Elitebench Platform¶
Overview¶
Elitebench is a production self-hosted infrastructure platform. 50+ containerized services, 5 domains, automated backups, centralized authentication, distributed storage, and comprehensive monitoring -- all running on a single machine with the resilience of a multi-node cluster.
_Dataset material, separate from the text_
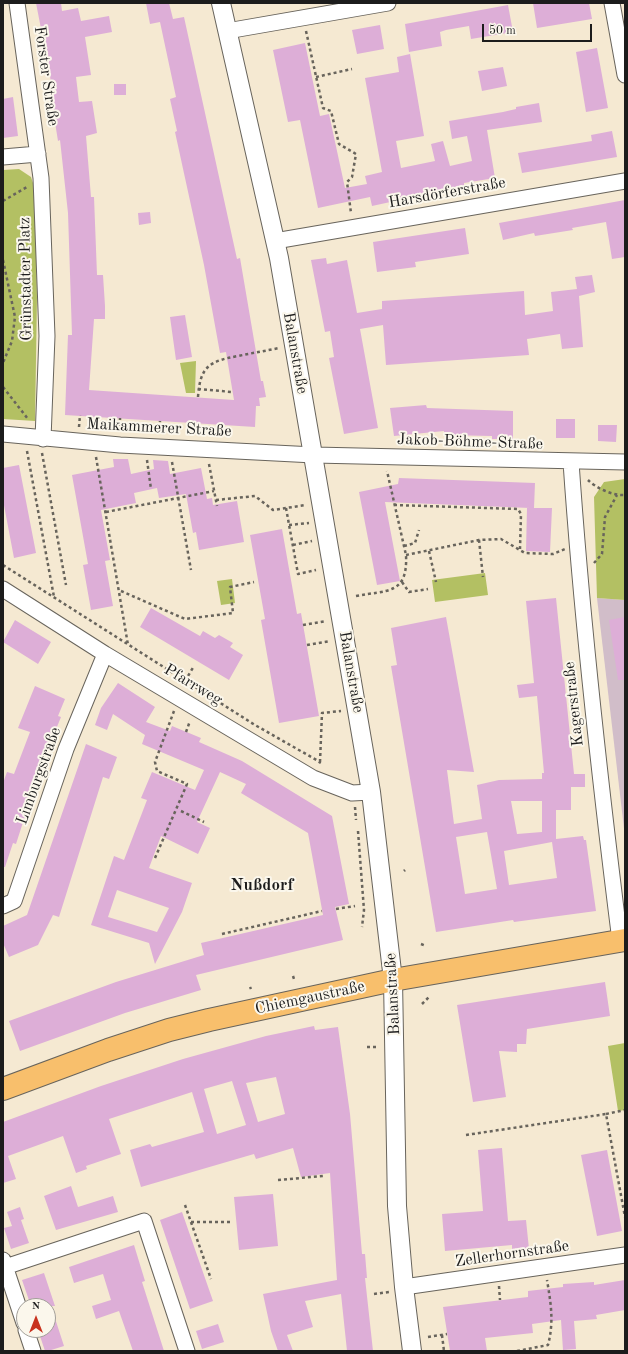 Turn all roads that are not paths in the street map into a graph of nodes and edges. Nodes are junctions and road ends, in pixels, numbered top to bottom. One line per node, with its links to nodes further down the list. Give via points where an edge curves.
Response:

What started as "I should self-host a few things" became a full platform architecture with its own database layer, reverse proxy mesh, SSO system, and AI capabilities.
Architecture¶
Cloudflare → OPNsense → Cortex (Caddy Docker Proxy) → Services
Every service registers itself with the reverse proxy via Docker labels. No manual nginx configs. No port forwarding spreadsheets. Deploy a container with the right labels and it's live on HTTPS within seconds.
Core Stack¶
SARA -- Storage & Recovery Architecture¶
The database and storage foundation:
- PostgreSQL 16.6 -- Primary database for all services
- PgDog -- Connection pooler (transaction-mode) at port 6432
- JuiceFS -- Distributed filesystem backed by PostgreSQL metadata + S3 storage
- WAL-G -- Continuous Write-Ahead Log archiving to S3, scheduled full backups at 03:30
- MinIO-compatible S3 gateway -- Local object storage access
Cortex -- Connectivity & Observability¶
The networking and monitoring layer:
- Caddy Docker Proxy -- Automatic HTTPS reverse proxy via container labels
- syslog-ng -- Centralized log aggregation at UDP 514
- Uptime Kuma -- Service health monitoring with alerting
- Grafana + Loki + Promtail -- Log visualization and search
Auth -- Identity & Access¶
Centralized authentication for every service:
- Keycloak 26.5.0 -- OAuth2/OIDC identity provider
- Two realms --
nickfixit(personal services) andelitebench(platform services) - PKCE (S256) on all clients
- OAuth2 Proxy sidecar pattern for service authentication
- Custom Keywind theme with TailwindCSS
Service Domains¶
| Domain | Purpose | Services |
|---|---|---|
| nickfixit.com | Personal site & services | Portfolio, blog, shop, Plex, photos, media management |
| elitebench.com | Platform infrastructure | Docs, AI proxy, monitoring, auth |
| sincitypc.com | Legacy brand | Redirect |
| doecakes.com | Client project | Client site |
| rockvale.com | Client project | Client site |
Key Capabilities¶
- Automated backup and disaster recovery -- WAL-G continuous archiving, point-in-time recovery, S3 offsite storage
- Centralized SSO -- Single Keycloak login across all services via OAuth2 Proxy sidecars
- Distributed storage -- JuiceFS provides a POSIX filesystem backed by PostgreSQL + S3, accessible from any container
- Comprehensive monitoring -- Uptime Kuma health checks, Grafana dashboards, centralized syslog
- AI-powered documentation -- MkDocs Material with a live WYSIWYG editor and AI chat integration via LiteLLM
- Media management -- Plex, Sonarr/Radarr/Lidarr, Immich photos, Hoarder bookmarks with AI classification
- Zero-touch HTTPS -- Deploy a container, add Caddy labels, get automatic TLS via Cloudflare origin certs
Technologies¶
Docker, PostgreSQL 16.6, Caddy, Keycloak 26.5, JuiceFS, Python, FastAPI, MkDocs Material, n8n, Plex, Immich, OpenWebUI, Ollama, WAL-G, PgDog, syslog-ng, Grafana, Loki
Status¶
Actively running and continuously evolving. New services are added regularly as needs arise. The platform serves as both production infrastructure and a laboratory for exploring new tools and architectures.